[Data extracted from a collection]
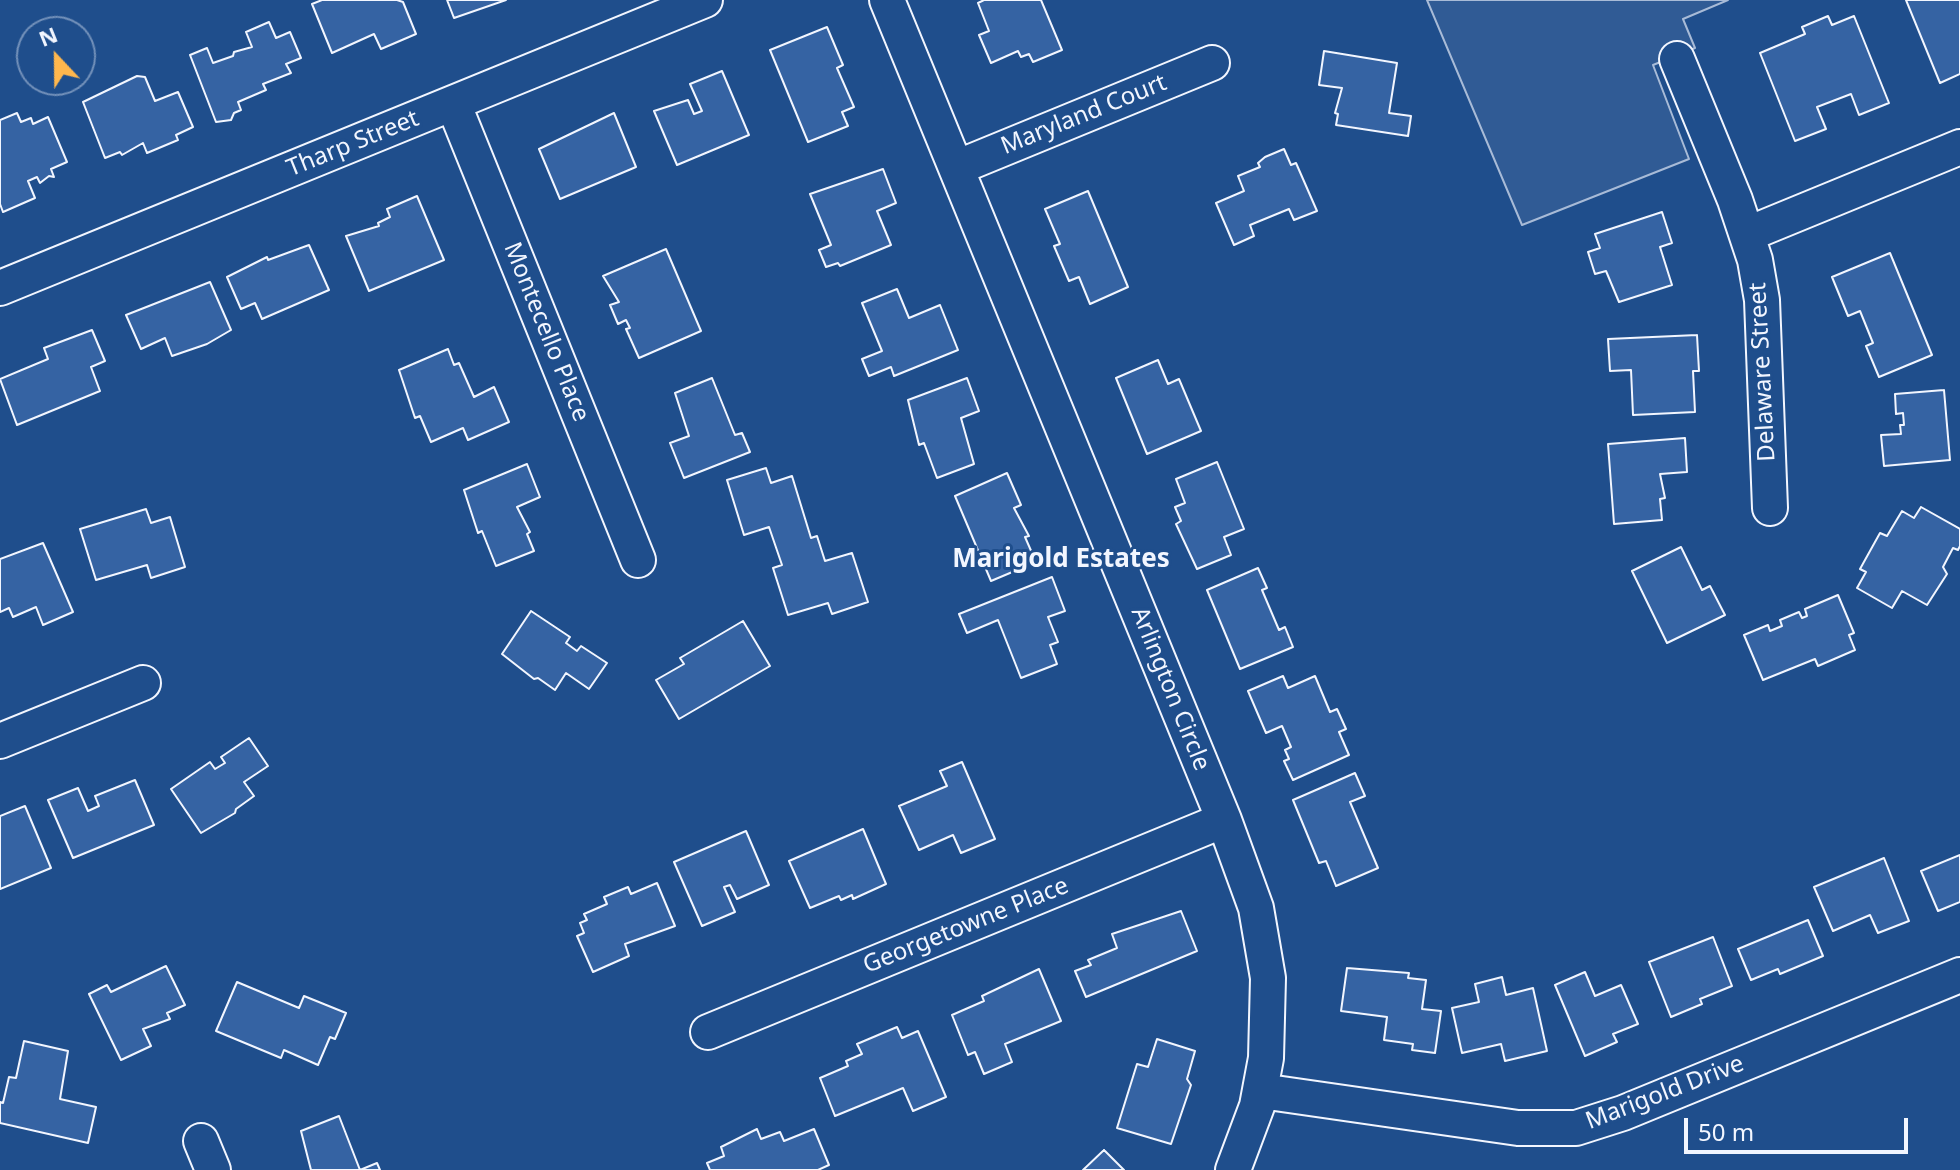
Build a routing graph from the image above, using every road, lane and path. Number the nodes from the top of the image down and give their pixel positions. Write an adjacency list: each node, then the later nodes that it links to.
1 (705, 0): 5 (street, Tharp Street)
2 (887, 0): 7 (street, Arlington Circle)
3 (1677, 59): 8 (street, Delaware Street)
4 (1212, 63): 7 (street, Maryland Court)
5 (453, 103): 9 (street, Tharp Street); 11 (street, Montecello Place)
6 (1960, 147): 8 (street)
7 (956, 168): 14 (street, Arlington Circle)
8 (1748, 234): 10 (street, Delaware Street)
9 (0, 288)
10 (1770, 508)
11 (638, 560)
12 (143, 683): 13 (street)
13 (0, 741)
14 (1224, 820): 16 (street, Georgetowne Place); 17 (street, Arlington Circle)
15 (1960, 975): 17 (street, Marigold Drive)
16 (708, 1032)
17 (1261, 1091): 18 (street, Arlington Circle)
18 (1233, 1170)

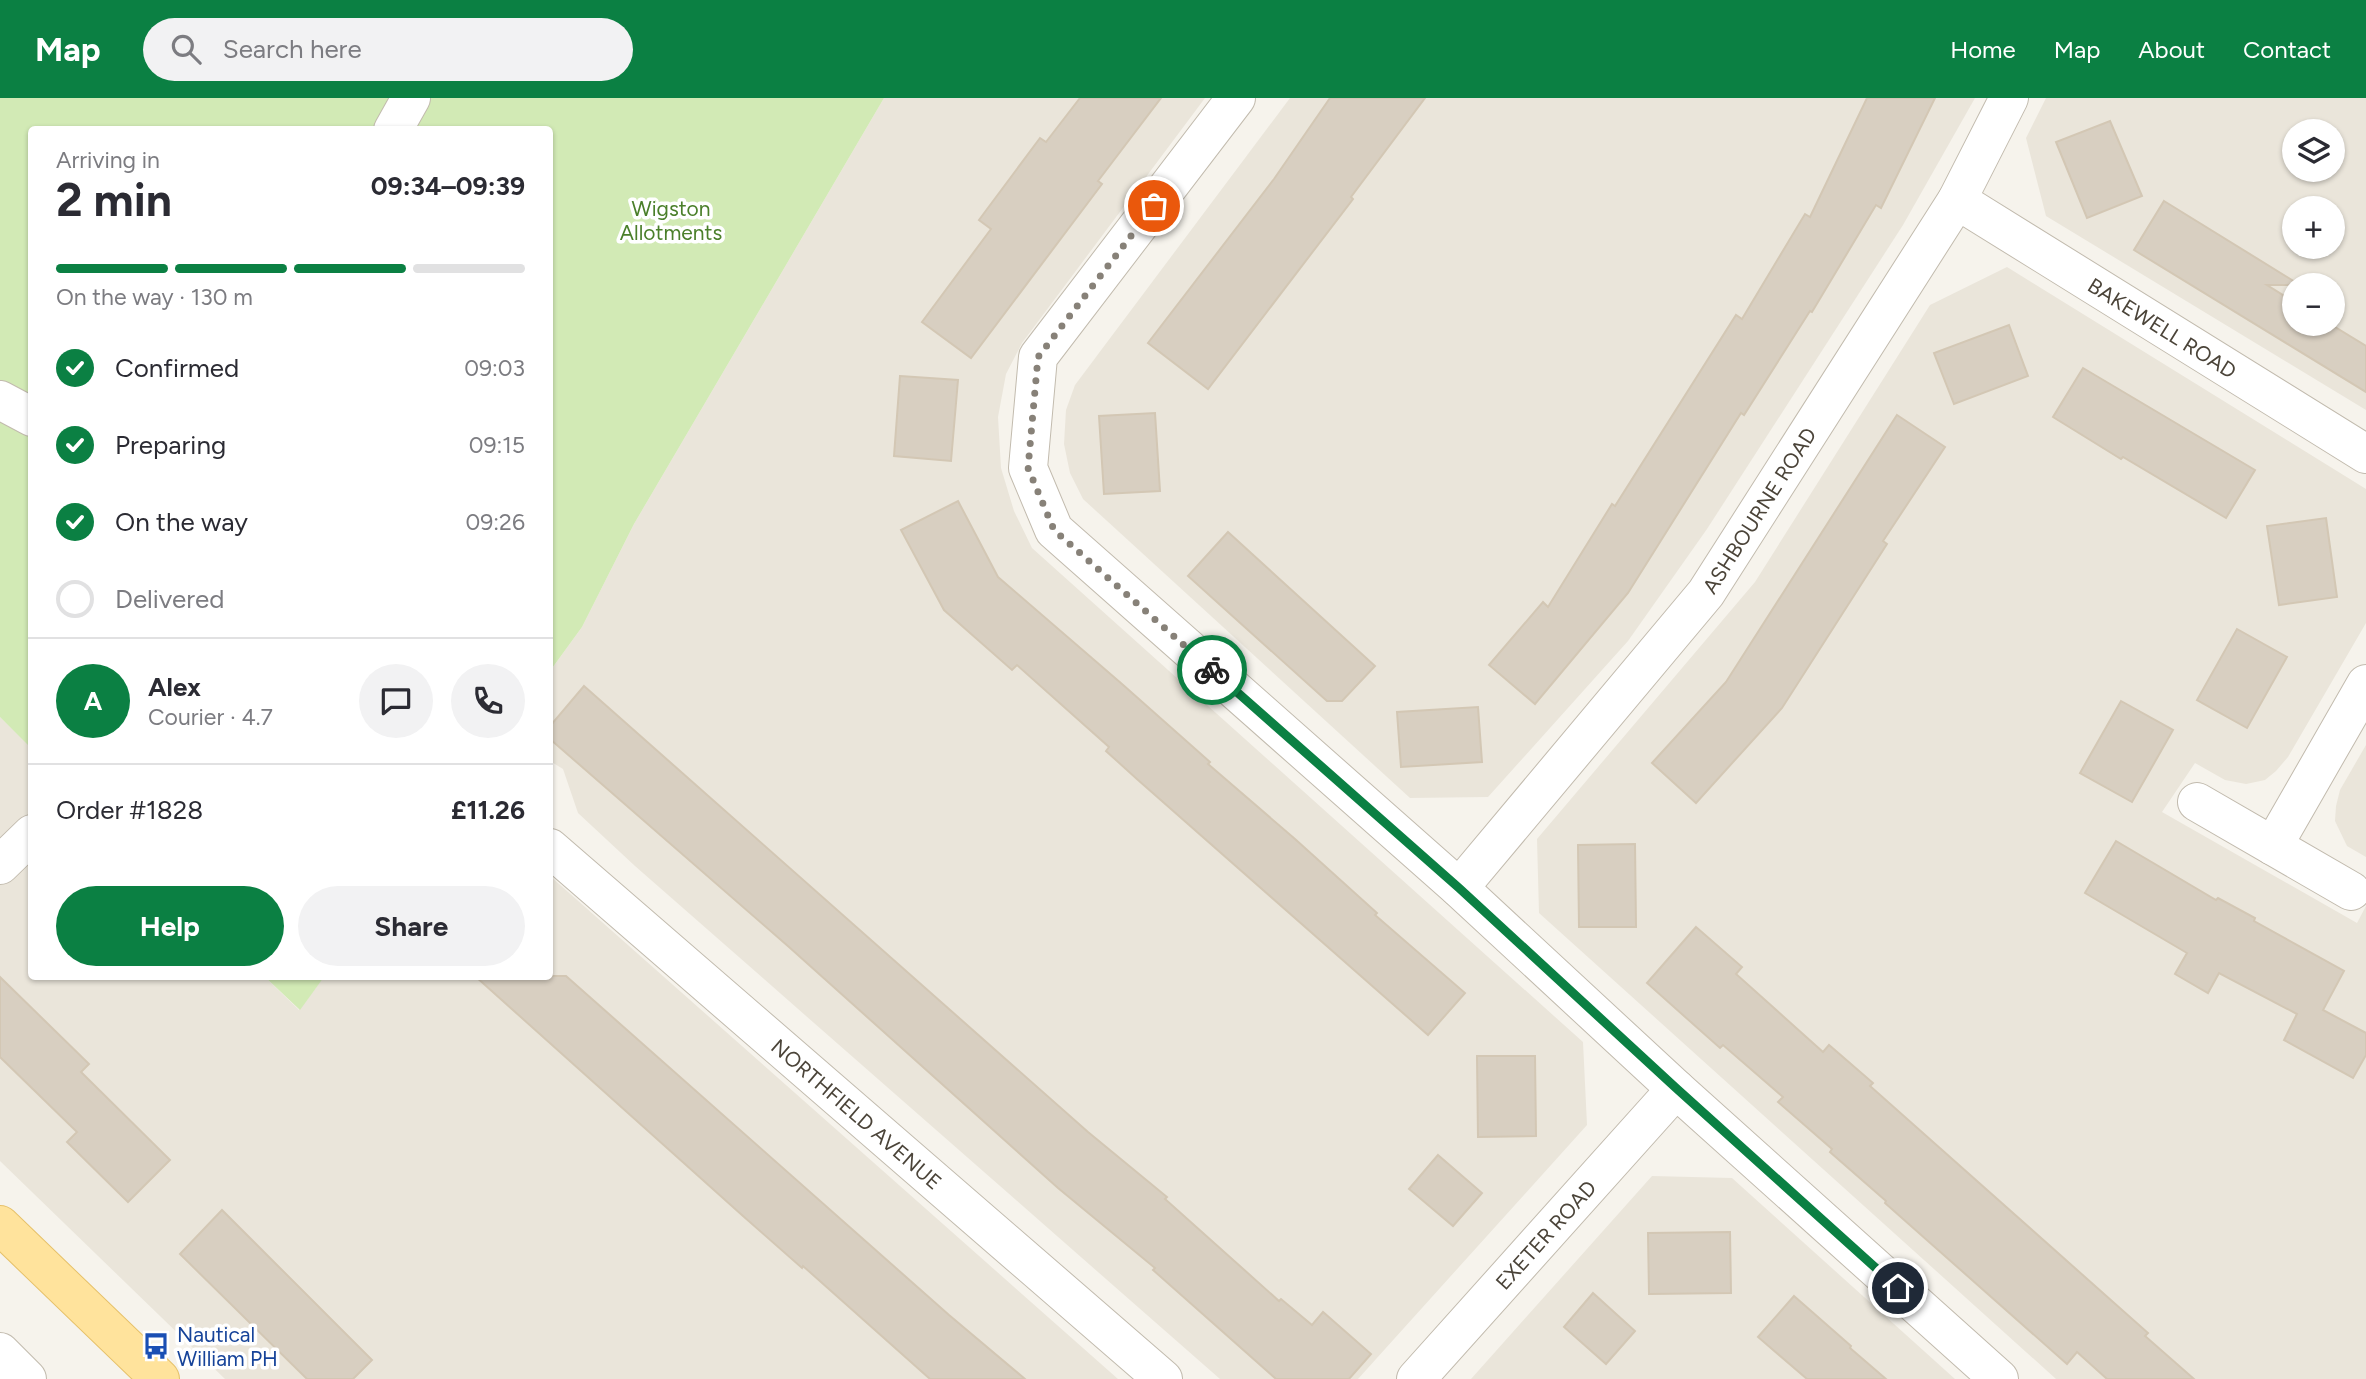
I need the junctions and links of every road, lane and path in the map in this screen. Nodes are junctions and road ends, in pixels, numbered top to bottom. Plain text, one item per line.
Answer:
1 (411, 98) edge
2 (1236, 98) edge
3 (2009, 98) edge
4 (395, 126) edge
5 (1958, 200) junction
6 (0, 400) edge
7 (28, 415) edge
8 (2366, 454) edge
9 (2366, 684) edge
10 (2197, 802) dead end
11 (28, 838) edge
12 (2273, 846) junction
13 (553, 851) edge
14 (0, 865) edge
15 (1459, 888) junction
16 (2351, 891) dead end
17 (1676, 1088) junction
18 (0, 1225) edge
19 (0, 1352) edge
20 (27, 1379) edge
21 (160, 1379) edge
22 (1163, 1379) edge
23 (1416, 1379) edge
24 (1999, 1379) edge

1 - 4 street
2 - 15 street
3 - 5 street, ASHBOURNE ROAD
5 - 8 street, BAKEWELL ROAD
5 - 15 street, ASHBOURNE ROAD
6 - 7 street
9 - 12 street
10 - 12 street
11 - 14 street
12 - 16 street
13 - 22 street, NORTHFIELD AVENUE
15 - 17 street
17 - 23 street, EXETER ROAD
17 - 24 street
18 - 21 main road
19 - 20 street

> WHAT IS BEING ASKED
Give the records back exactly, with no pictures.

> FINAL ANSWER
Build a routing graph from the image above, using every road, lane and path. Number the nodes from the top of the image down and give their pixel positions. Write an adjacency list: each node, then the later nodes that it links to.
1 (705, 0): 5 (street, Tharp Street)
2 (887, 0): 7 (street, Arlington Circle)
3 (1677, 59): 8 (street, Delaware Street)
4 (1212, 63): 7 (street, Maryland Court)
5 (453, 103): 9 (street, Tharp Street); 11 (street, Montecello Place)
6 (1960, 147): 8 (street)
7 (956, 168): 14 (street, Arlington Circle)
8 (1748, 234): 10 (street, Delaware Street)
9 (0, 288)
10 (1770, 508)
11 (638, 560)
12 (143, 683): 13 (street)
13 (0, 741)
14 (1224, 820): 16 (street, Georgetowne Place); 17 (street, Arlington Circle)
15 (1960, 975): 17 (street, Marigold Drive)
16 (708, 1032)
17 (1261, 1091): 18 (street, Arlington Circle)
18 (1233, 1170)

I need the junctions and links of every road, lane and path in the map in this screen. Nodes are junctions and road ends, in pixels, numbered top to bottom. Plain text, one item per line.
Answer:
1 (411, 98) edge
2 (1236, 98) edge
3 (2009, 98) edge
4 (395, 126) edge
5 (1958, 200) junction
6 (0, 400) edge
7 (28, 415) edge
8 (2366, 454) edge
9 (2366, 684) edge
10 (2197, 802) dead end
11 (28, 838) edge
12 (2273, 846) junction
13 (553, 851) edge
14 (0, 865) edge
15 (1459, 888) junction
16 (2351, 891) dead end
17 (1676, 1088) junction
18 (0, 1225) edge
19 (0, 1352) edge
20 (27, 1379) edge
21 (160, 1379) edge
22 (1163, 1379) edge
23 (1416, 1379) edge
24 (1999, 1379) edge

1 - 4 street
2 - 15 street
3 - 5 street, ASHBOURNE ROAD
5 - 8 street, BAKEWELL ROAD
5 - 15 street, ASHBOURNE ROAD
6 - 7 street
9 - 12 street
10 - 12 street
11 - 14 street
12 - 16 street
13 - 22 street, NORTHFIELD AVENUE
15 - 17 street
17 - 23 street, EXETER ROAD
17 - 24 street
18 - 21 main road
19 - 20 street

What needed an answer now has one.